TASK PROMPT:
A faithful copy of all the entries is required, with no pictures in it.

RECORDS SUPPLIED:
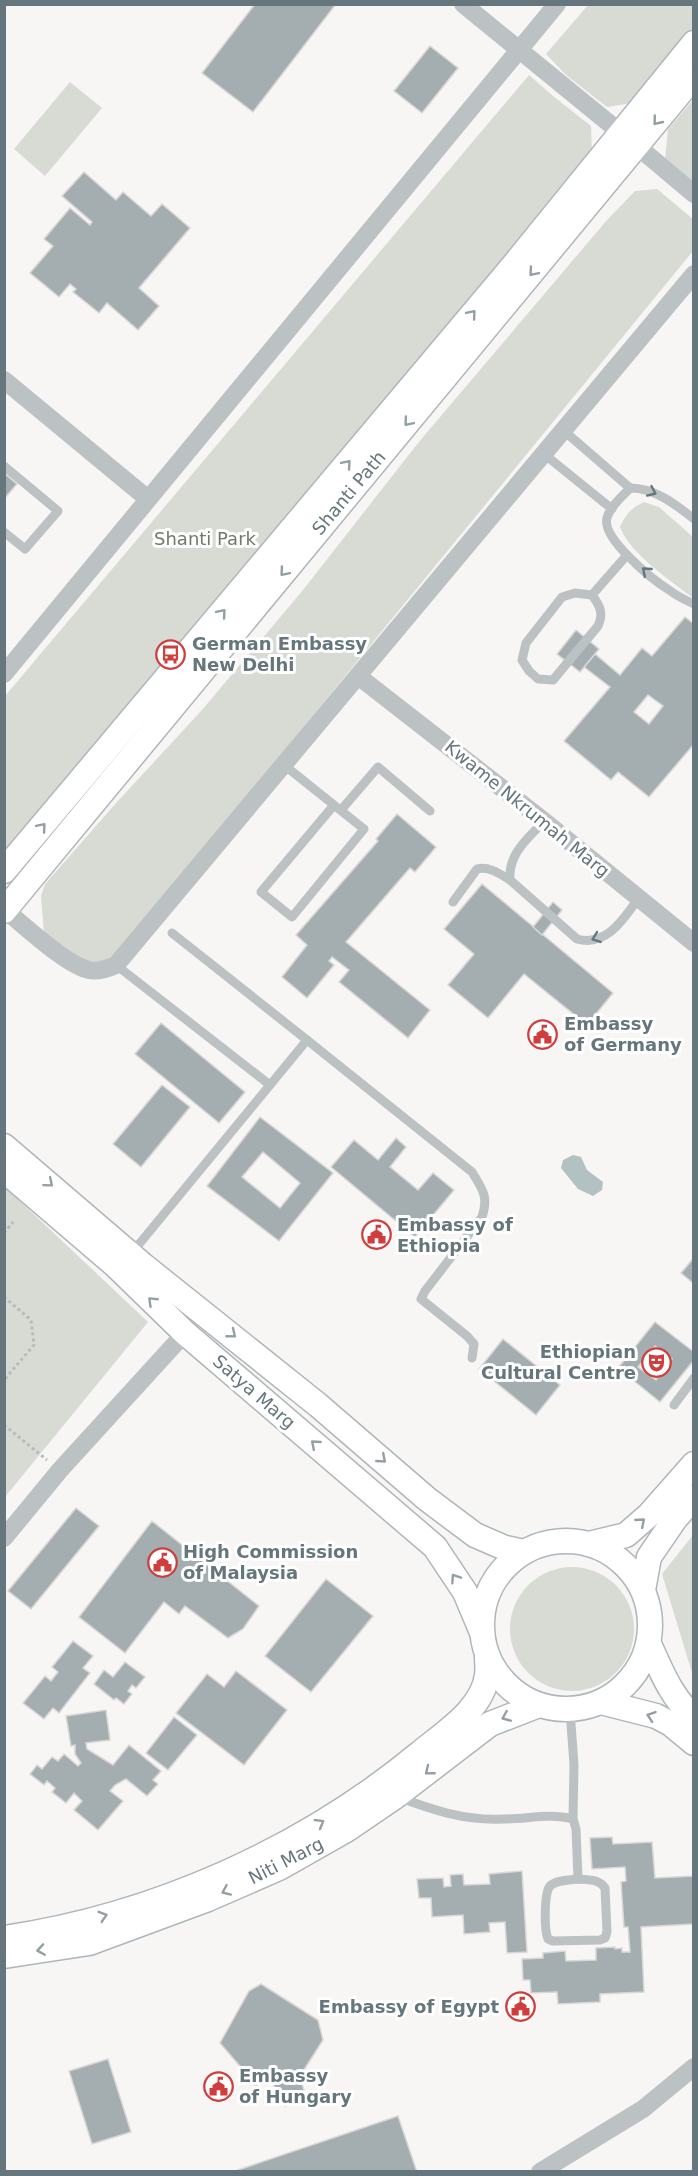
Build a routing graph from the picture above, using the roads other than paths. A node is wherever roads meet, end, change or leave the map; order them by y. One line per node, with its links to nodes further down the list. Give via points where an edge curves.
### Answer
1 (463, 4): 4 (street)
2 (557, 4): 4 (street)
3 (693, 43): 6 (main road, Shanti Path)
4 (520, 51): 6 (street); 14 (street)
5 (693, 76): 6 (main road, Shanti Path, one-way to 6)
6 (629, 139): 7 (street); 27 (main road, Shanti Path, one-way to 6, via 490,294); 31 (main road, Shanti Path, one-way to 31)
7 (693, 194)
8 (693, 274): 10 (street)
9 (4, 380): 14 (street)
10 (563, 430): 11 (street); 13 (lane)
11 (544, 454): 15 (lane); 22 (street)
12 (4, 466): 17 (lane, via 58,511 25,549)
13 (630, 488): 15 (lane); 16 (lane, one-way to 16, via 642,488 672,502)
14 (148, 499): 21 (street)
15 (612, 509): 18 (lane, via 607,519 608,531)
16 (693, 519)
17 (4, 532)
18 (627, 555): 19 (lane); 20 (lane, one-way to 18, via 668,590)
19 (592, 595): 19 (lane, via 602,617 598,626 553,680 538,679 522,660 526,643 562,597 575,593)
20 (693, 604)
21 (4, 674)
22 (358, 676): 23 (street); 26 (street, Kwame Nkrumah Marg)
23 (284, 765): 24 (lane); 34 (street)
24 (337, 808): 24 (lane, via 261,892 292,917 364,829); 25 (lane, via 378,767)
25 (430, 811)
26 (544, 821): 28 (lane, via 514,854); 29 (street, Kwame Nkrumah Marg)
27 (4, 871)
28 (510, 880): 29 (lane, one-way to 28, via 610,932 588,942 577,939); 30 (lane, via 497,872 477,869)
29 (638, 899): 33 (street, Kwame Nkrumah Marg)
30 (453, 902)
31 (5, 911): 34 (street, via 69,961 89,970)
32 (172, 933): 35 (lane)
33 (693, 944)
34 (116, 965): 36 (lane)
35 (307, 1040): 36 (lane); 41 (lane, via 472,1172 483,1191 487,1203 482,1217 422,1299 474,1344)
36 (270, 1085): 39 (lane)
37 (4, 1146): 39 (main road, Satya Marg, one-way to 39)
38 (4, 1170): 40 (main road, Satya Marg, one-way to 38, via 115,1265)
39 (131, 1254): 48 (main road, Satya Marg, one-way to 48, via 310,1398 427,1499 475,1535)
40 (185, 1333): 46 (street, via 60,1470); 50 (main road, Satya Marg, one-way to 40, via 465,1592 435,1547)
41 (472, 1358)
42 (693, 1378): 43 (lane)
43 (674, 1405)
44 (693, 1464): 47 (main road, one-way to 44, via 626,1535 649,1515)
45 (693, 1497): 49 (main road, via 649,1557)
46 (4, 1538)
47 (589, 1544): 48 (main road, via 545,1543); 49 (main road, via 626,1566)
48 (524, 1552): 50 (main road, via 503,1568 489,1590)
49 (643, 1590): 51 (main road, via 650,1611)
50 (481, 1630): 52 (main road)
51 (649, 1644): 53 (main road, via 636,1673 615,1695); 56 (main road, via 679,1705)
52 (488, 1657): 54 (main road, via 508,1686); 61 (main road, Niti Marg, one-way to 52, via 86,1921 153,1901 219,1876 283,1845 401,1769 462,1718 482,1691)
53 (601, 1702): 55 (main road); 57 (main road, one-way to 53, via 656,1716)
54 (539, 1705): 55 (main road); 58 (main road, Niti Marg, one-way to 58, via 490,1724)
55 (570, 1710): 59 (lane)
56 (693, 1719)
57 (693, 1743)
58 (396, 1796): 59 (lane, via 465,1818 501,1820 559,1815); 62 (main road, Niti Marg, one-way to 62, via 288,1862 208,1899 89,1943)
59 (573, 1819): 60 (lane)
60 (578, 1879): 60 (lane, via 549,1886 548,1939 605,1938 605,1888 597,1881)
61 (4, 1938)
62 (4, 1956)
63 (693, 2067): 64 (street, via 643,2109)
64 (540, 2172)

RESULT BELOW:
Build a routing graph from the picture above, using the roads other than paths. A node is wherever roads meet, end, change or leave the map; order them by y. One line per node, with its links to nodes further down the list. Give via points where an edge curves.
### Answer
1 (463, 4): 4 (street)
2 (557, 4): 4 (street)
3 (693, 43): 6 (main road, Shanti Path)
4 (520, 51): 6 (street); 14 (street)
5 (693, 76): 6 (main road, Shanti Path, one-way to 6)
6 (629, 139): 7 (street); 27 (main road, Shanti Path, one-way to 6, via 490,294); 31 (main road, Shanti Path, one-way to 31)
7 (693, 194)
8 (693, 274): 10 (street)
9 (4, 380): 14 (street)
10 (563, 430): 11 (street); 13 (lane)
11 (544, 454): 15 (lane); 22 (street)
12 (4, 466): 17 (lane, via 58,511 25,549)
13 (630, 488): 15 (lane); 16 (lane, one-way to 16, via 642,488 672,502)
14 (148, 499): 21 (street)
15 (612, 509): 18 (lane, via 607,519 608,531)
16 (693, 519)
17 (4, 532)
18 (627, 555): 19 (lane); 20 (lane, one-way to 18, via 668,590)
19 (592, 595): 19 (lane, via 602,617 598,626 553,680 538,679 522,660 526,643 562,597 575,593)
20 (693, 604)
21 (4, 674)
22 (358, 676): 23 (street); 26 (street, Kwame Nkrumah Marg)
23 (284, 765): 24 (lane); 34 (street)
24 (337, 808): 24 (lane, via 261,892 292,917 364,829); 25 (lane, via 378,767)
25 (430, 811)
26 (544, 821): 28 (lane, via 514,854); 29 (street, Kwame Nkrumah Marg)
27 (4, 871)
28 (510, 880): 29 (lane, one-way to 28, via 610,932 588,942 577,939); 30 (lane, via 497,872 477,869)
29 (638, 899): 33 (street, Kwame Nkrumah Marg)
30 (453, 902)
31 (5, 911): 34 (street, via 69,961 89,970)
32 (172, 933): 35 (lane)
33 (693, 944)
34 (116, 965): 36 (lane)
35 (307, 1040): 36 (lane); 41 (lane, via 472,1172 483,1191 487,1203 482,1217 422,1299 474,1344)
36 (270, 1085): 39 (lane)
37 (4, 1146): 39 (main road, Satya Marg, one-way to 39)
38 (4, 1170): 40 (main road, Satya Marg, one-way to 38, via 115,1265)
39 (131, 1254): 48 (main road, Satya Marg, one-way to 48, via 310,1398 427,1499 475,1535)
40 (185, 1333): 46 (street, via 60,1470); 50 (main road, Satya Marg, one-way to 40, via 465,1592 435,1547)
41 (472, 1358)
42 (693, 1378): 43 (lane)
43 (674, 1405)
44 (693, 1464): 47 (main road, one-way to 44, via 626,1535 649,1515)
45 (693, 1497): 49 (main road, via 649,1557)
46 (4, 1538)
47 (589, 1544): 48 (main road, via 545,1543); 49 (main road, via 626,1566)
48 (524, 1552): 50 (main road, via 503,1568 489,1590)
49 (643, 1590): 51 (main road, via 650,1611)
50 (481, 1630): 52 (main road)
51 (649, 1644): 53 (main road, via 636,1673 615,1695); 56 (main road, via 679,1705)
52 (488, 1657): 54 (main road, via 508,1686); 61 (main road, Niti Marg, one-way to 52, via 86,1921 153,1901 219,1876 283,1845 401,1769 462,1718 482,1691)
53 (601, 1702): 55 (main road); 57 (main road, one-way to 53, via 656,1716)
54 (539, 1705): 55 (main road); 58 (main road, Niti Marg, one-way to 58, via 490,1724)
55 (570, 1710): 59 (lane)
56 (693, 1719)
57 (693, 1743)
58 (396, 1796): 59 (lane, via 465,1818 501,1820 559,1815); 62 (main road, Niti Marg, one-way to 62, via 288,1862 208,1899 89,1943)
59 (573, 1819): 60 (lane)
60 (578, 1879): 60 (lane, via 549,1886 548,1939 605,1938 605,1888 597,1881)
61 (4, 1938)
62 (4, 1956)
63 (693, 2067): 64 (street, via 643,2109)
64 (540, 2172)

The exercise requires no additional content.